_ACTIVITY_. Look through the lines below and copy each one that includes "Lago".

_Dataset entries_.

────────────────

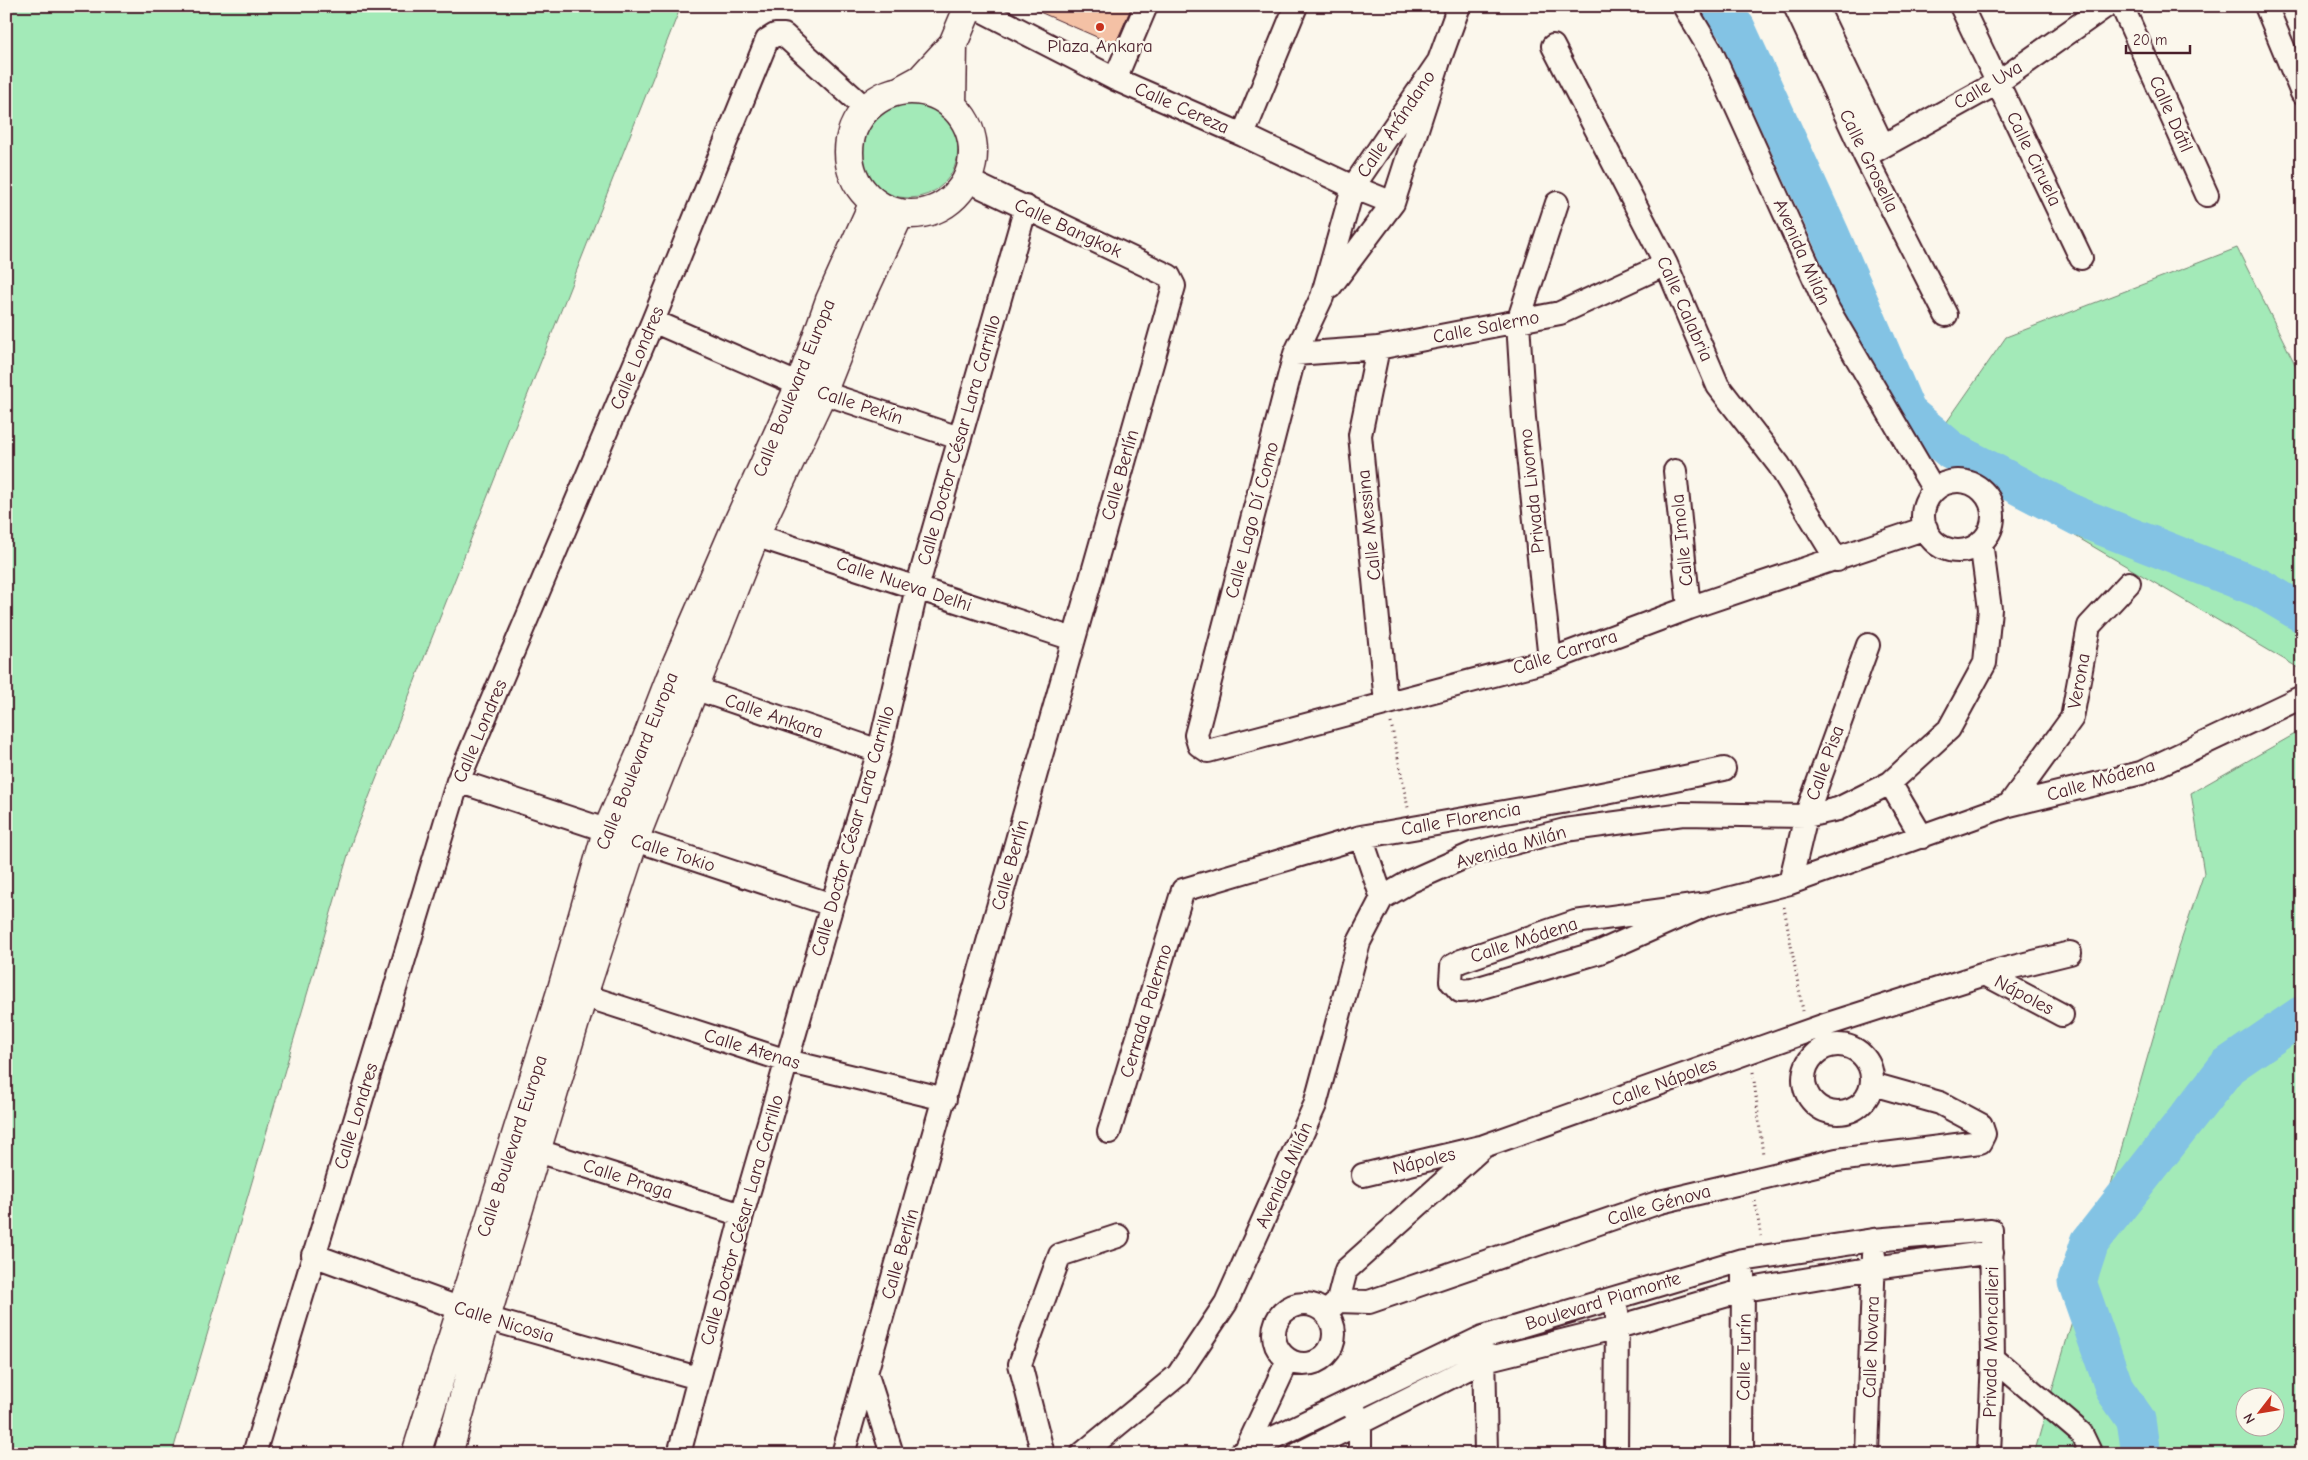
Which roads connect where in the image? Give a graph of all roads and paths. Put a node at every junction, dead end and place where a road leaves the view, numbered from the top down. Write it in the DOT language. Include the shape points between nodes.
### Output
graph roads {
  1 [pos="969,6"];
  2 [pos="973,6"];
  3 [pos="1146,6"];
  4 [pos="1296,6"];
  5 [pos="1459,6"];
  6 [pos="1684,6"];
  7 [pos="1795,6"];
  8 [pos="1816,6"];
  9 [pos="1961,6"];
  10 [pos="2106,6"];
  11 [pos="2122,6"];
  12 [pos="2266,6"];
  13 [pos="953,44"];
  14 [pos="1553,46"];
  15 [pos="1439,61"];
  16 [pos="1114,78"];
  17 [pos="1997,83"];
  18 [pos="899,91"];
  19 [pos="2302,93"];
  20 [pos="952,106"];
  21 [pos="866,108"];
  22 [pos="1243,135"];
  23 [pos="1874,151"];
  24 [pos="967,180"];
  25 [pos="1352,187"];
  26 [pos="2207,194"];
  27 [pos="874,202"];
  28 [pos="1393,203"];
  29 [pos="1557,203"];
  30 [pos="1026,207"];
  31 [pos="900,214"];
  32 [pos="2081,258"];
  33 [pos="1666,264"];
  34 [pos="1170,276"];
  35 [pos="1322,297"];
  36 [pos="830,300"];
  37 [pos="855,310"];
  38 [pos="1946,315"];
  39 [pos="653,321"];
  40 [pos="1518,322"];
  41 [pos="1378,348"];
  42 [pos="1295,354"];
  43 [pos="811,389"];
  44 [pos="959,438"];
  45 [pos="1675,471"];
  46 [pos="1934,490"];
  47 [pos="1926,528"];
  48 [pos="745,532"];
  49 [pos="1981,542"];
  50 [pos="1837,560"];
  51 [pos="2129,583"];
  52 [pos="918,588"];
  53 [pos="1689,608"];
  54 [pos="1073,639"];
  55 [pos="1868,646"];
  56 [pos="1550,660"];
  57 [pos="682,684"];
  58 [pos="2302,697"];
  59 [pos="1386,703"];
  60 [pos="1199,745"];
  61 [pos="879,751"];
  62 [pos="1724,769"];
  63 [pos="458,781"];
  64 [pos="1890,783"];
  65 [pos="1562,802"];
  66 [pos="2009,805"];
  67 [pos="1806,816"];
  68 [pos="1413,828"];
  69 [pos="1565,830"];
  70 [pos="606,831"];
  71 [pos="1361,837"];
  72 [pos="1922,837"];
  73 [pos="634,840"];
  74 [pos="1785,884"];
  75 [pos="1183,890"];
  76 [pos="1382,898"];
  77 [pos="1708,904"];
  78 [pos="832,905"];
  79 [pos="2070,953"];
  80 [pos="1985,974"];
  81 [pos="573,992"];
  82 [pos="2062,1015"];
  83 [pos="1819,1035"];
  84 [pos="787,1061"];
  85 [pos="1872,1084"];
  86 [pos="945,1099"];
  87 [pos="1109,1132"];
  88 [pos="1484,1146"];
  89 [pos="526,1147"];
  90 [pos="1363,1176"];
  91 [pos="742,1215"];
  92 [pos="1118,1236"];
  93 [pos="1873,1240"];
  94 [pos="1991,1241"];
  95 [pos="314,1256"];
  96 [pos="1742,1260"];
  97 [pos="1874,1268"];
  98 [pos="1745,1290"];
  99 [pos="1616,1298"];
  100 [pos="1332,1307"];
  101 [pos="460,1309"];
  102 [pos="486,1318"];
  103 [pos="1618,1327"];
  104 [pos="1482,1337"];
  105 [pos="1993,1358"];
  106 [pos="1288,1360"];
  107 [pos="1485,1360"];
  108 [pos="866,1372"];
  109 [pos="698,1378"];
  110 [pos="1351,1400"];
  111 [pos="1360,1423"];
  112 [pos="1244,1452"];
  113 [pos="254,1454"];
  114 [pos="416,1454"];
  115 [pos="448,1454"];
  116 [pos="679,1454"];
  117 [pos="843,1454"];
  118 [pos="892,1454"];
  119 [pos="1043,1454"];
  120 [pos="1082,1454"];
  121 [pos="1298,1454"];
  122 [pos="1360,1454"];
  123 [pos="1486,1454"];
  124 [pos="1616,1454"];
  125 [pos="1742,1454"];
  126 [pos="1866,1454"];
  127 [pos="1988,1454"];
  128 [pos="2091,1454"];
  1 -- 13 [label="main road"];
  2 -- 16 [label="street, Calle Cereza"];
  3 -- 16 [label="street"];
  4 -- 22 [label="street"];
  5 -- 15 [label="street, Calle Arándano"];
  6 -- 46 [label="street, Avenida Milán" via="1712,53 1828,309"];
  7 -- 23 [label="street, Calle Grosella"];
  8 -- 23 [label="street, Calle Grosella"];
  9 -- 17 [label="street, Calle Ciruela"];
  10 -- 17 [label="street, Calle Uva"];
  11 -- 26 [label="street, Calle Dátil"];
  12 -- 19 [label="street"];
  13 -- 18 [label="main road" via="921,80"];
  13 -- 20 [label="main road"];
  14 -- 33 [label="street, Calle Calabria"];
  15 -- 25 [label="street, Calle Arándano"];
  15 -- 28 [label="street, Calle Arándano"];
  16 -- 22 [label="street, Calle Cereza"];
  17 -- 23 [label="street, Calle Uva"];
  17 -- 32 [label="street, Calle Ciruela"];
  18 -- 20 [label="main road" via="918,90"];
  18 -- 21 [label="main road" via="881,97"];
  20 -- 24 [label="main road" via="965,122 972,141 972,161"];
  21 -- 27 [label="main road" via="854,126 849,146 851,167 859,187"];
  21 -- 39 [label="street, Calle Londres" via="784,35 775,34 767,40"];
  22 -- 25 [label="street, Calle Cereza"];
  23 -- 38 [label="street, Calle Grosella"];
  24 -- 30 [label="street, Calle Bangkok"];
  24 -- 31 [label="main road" via="955,196 939,208 920,214"];
  25 -- 28 [label="street, Calle Cereza"];
  25 -- 35 [label="street, Calle Lago Dí Como"];
  27 -- 31 [label="main road"];
  27 -- 36 [label="main road, Calle Boulevard Europa"];
  28 -- 35 [label="street, Calle Lago Dí Como"];
  29 -- 40 [label="street"];
  30 -- 34 [label="street, Calle Bangkok"];
  30 -- 44 [label="street, Calle Doctor César Lara Carrillo"];
  31 -- 37 [label="main road, Calle Boulevard Europa"];
  33 -- 40 [label="street, Calle Salerno" via="1560,313"];
  33 -- 50 [label="street, Calle Calabria" via="1718,386 1779,465"];
  34 -- 54 [label="street, Calle Berlín" via="1174,286"];
  35 -- 42 [label="street, Calle Lago Dí Como"];
  36 -- 37 [label="main road"];
  36 -- 43 [label="main road, Calle Boulevard Europa"];
  37 -- 43 [label="main road, Calle Boulevard Europa"];
  39 -- 43 [label="street, Calle Pekín"];
  39 -- 63 [label="street, Calle Londres"];
  40 -- 41 [label="street, Calle Salerno"];
  40 -- 56 [label="street, Privada Livorno" via="1524,418"];
  41 -- 42 [label="street, Calle Salerno"];
  41 -- 59 [label="street, Calle Messina" via="1360,435"];
  42 -- 60 [label="street, Calle Lago Dí Como" via="1196,735"];
  43 -- 44 [label="street, Calle Pekín"];
  43 -- 48 [label="main road, Calle Boulevard Europa"];
  44 -- 52 [label="street, Calle Doctor César Lara Carrillo"];
  45 -- 53 [label="street, Calle Imola"];
  46 -- 47 [label="street" via="1924,508"];
  46 -- 49 [label="street" via="1954,481 1965,482 1984,492 1990,502 1992,524"];
  47 -- 49 [label="street" via="1931,538 1950,550 1961,551"];
  47 -- 50 [label="street, Calle Carrara"];
  48 -- 52 [label="street, Calle Nueva Delhi"];
  48 -- 57 [label="main road, Calle Boulevard Europa"];
  49 -- 64 [label="street, Avenida Milán" via="1990,609 1985,663 1950,729"];
  50 -- 53 [label="street, Calle Carrara"];
  51 -- 66 [label="street, Verona" via="2089,626 2072,718"];
  52 -- 54 [label="street, Calle Nueva Delhi"];
  52 -- 61 [label="street, Calle Doctor César Lara Carrillo"];
  53 -- 56 [label="street, Calle Carrara"];
  54 -- 86 [label="street, Calle Berlín"];
  55 -- 67 [label="street, Calle Pisa"];
  56 -- 59 [label="street, Calle Carrara"];
  57 -- 61 [label="street, Calle Ankara"];
  57 -- 70 [label="main road, Calle Boulevard Europa" via="644,746"];
  57 -- 73 [label="main road, Calle Boulevard Europa"];
  58 -- 66 [label="street, Calle Módena" via="2141,772"];
  59 -- 60 [label="street, Calle Carrara" via="1208,751"];
  59 -- 68 [label="path"];
  61 -- 78 [label="street, Calle Doctor César Lara Carrillo"];
  62 -- 65 [label="street, Calle Florencia"];
  63 -- 70 [label="street, Calle Tokio"];
  63 -- 95 [label="street, Calle Londres"];
  64 -- 67 [label="street, Avenida Milán" via="1838,809"];
  64 -- 72 [label="street"];
  65 -- 68 [label="street, Calle Florencia"];
  65 -- 69 [label="street"];
  66 -- 72 [label="street, Calle Módena"];
  67 -- 69 [label="street, Avenida Milán" via="1683,814"];
  67 -- 74 [label="street, Calle Pisa"];
  68 -- 71 [label="street, Calle Florencia"];
  69 -- 76 [label="street, Avenida Milán" via="1474,853 1411,881"];
  70 -- 73 [label="street, Calle Tokio"];
  70 -- 81 [label="main road, Calle Boulevard Europa"];
  71 -- 75 [label="street, Calle Florencia"];
  71 -- 76 [label="street"];
  72 -- 74 [label="street, Calle Módena"];
  73 -- 78 [label="street, Calle Tokio"];
  73 -- 81 [label="main road, Calle Boulevard Europa"];
  74 -- 77 [label="street, Calle Módena"];
  74 -- 83 [label="path"];
  75 -- 87 [label="street, Cerrada Palermo"];
  76 -- 120 [label="street, Avenida Milán" via="1359,942 1315,1105 1226,1303 1178,1375"];
  77 -- 77 [label="street, Calle Módena" via="1600,952 1472,990 1460,991 1452,981 1452,966 1461,961 1575,922"];
  78 -- 84 [label="street, Calle Doctor César Lara Carrillo"];
  79 -- 80 [label="street, Calle Nápoles"];
  80 -- 82 [label="street, Nápoles"];
  80 -- 83 [label="street, Calle Nápoles"];
  81 -- 84 [label="street, Calle Atenas"];
  81 -- 89 [label="main road, Calle Boulevard Europa"];
  83 -- 85 [label="street" via="1855,1050 1865,1059 1871,1071"];
  83 -- 85 [label="street" via="1817,1052 1808,1062 1804,1074 1804,1088 1810,1100 1833,1114 1846,1113 1863,1102"];
  83 -- 88 [label="street, Calle Nápoles"];
  84 -- 86 [label="street, Calle Atenas"];
  84 -- 91 [label="street, Calle Doctor César Lara Carrillo"];
  85 -- 100 [label="street, Calle Génova" via="1940,1103 1981,1125 1984,1134 1980,1142 1837,1160 1660,1202 1369,1302"];
  86 -- 108 [label="street, Calle Berlín"];
  88 -- 90 [label="street, Nápoles"];
  88 -- 100 [label="street, Calle Nápoles" via="1346,1270"];
  89 -- 91 [label="street, Calle Praga"];
  89 -- 101 [label="main road, Calle Boulevard Europa"];
  89 -- 102 [label="main road, Calle Boulevard Europa"];
  91 -- 109 [label="street, Calle Doctor César Lara Carrillo"];
  92 -- 119 [label="street" via="1060,1255 1020,1364"];
  93 -- 94 [label="street, Boulevard Piamonte"];
  93 -- 96 [label="street, Boulevard Piamonte"];
  93 -- 97 [label="street, Calle Novara"];
  94 -- 97 [label="street, Boulevard Piamonte"];
  94 -- 105 [label="street, Privada Moncalieri"];
  95 -- 101 [label="street, Calle Nicosia"];
  95 -- 113 [label="street, Calle Londres"];
  96 -- 98 [label="street, Calle Turín"];
  96 -- 99 [label="street, Boulevard Piamonte"];
  97 -- 98 [label="street, Boulevard Piamonte"];
  97 -- 126 [label="street, Calle Novara"];
  98 -- 103 [label="street, Boulevard Piamonte"];
  98 -- 125 [label="street, Calle Turín"];
  99 -- 103 [label="street"];
  99 -- 104 [label="street, Boulevard Piamonte"];
  100 -- 106 [label="street" via="1334,1330 1331,1350 1316,1362 1297,1364"];
  100 -- 106 [label="street" via="1298,1304 1281,1315 1274,1334 1280,1353"];
  101 -- 102 [label="street, Calle Nicosia"];
  101 -- 114 [label="main road, Calle Boulevard Europa"];
  102 -- 109 [label="street, Calle Nicosia"];
  102 -- 115 [label="main road, Calle Boulevard Europa"];
  103 -- 107 [label="street, Boulevard Piamonte"];
  103 -- 124 [label="street"];
  104 -- 107 [label="street"];
  104 -- 110 [label="street, Boulevard Piamonte"];
  105 -- 127 [label="street, Privada Moncalieri"];
  105 -- 128 [label="street" via="2082,1433"];
  106 -- 112 [label="street"];
  107 -- 111 [label="street, Boulevard Piamonte"];
  107 -- 123 [label="street"];
  108 -- 117 [label="street, Calle Berlín"];
  108 -- 118 [label="street"];
  109 -- 116 [label="street, Calle Doctor César Lara Carrillo"];
  110 -- 111 [label="street"];
  110 -- 112 [label="street, Boulevard Piamonte"];
  111 -- 121 [label="street, Boulevard Piamonte"];
  111 -- 122 [label="street"];
}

────────────────

_OUTPUT FOR THIS EXERCISE_.
  25 -- 35 [label="street, Calle Lago Dí Como"];
  28 -- 35 [label="street, Calle Lago Dí Como"];
  35 -- 42 [label="street, Calle Lago Dí Como"];
  42 -- 60 [label="street, Calle Lago Dí Como" via="1196,735"];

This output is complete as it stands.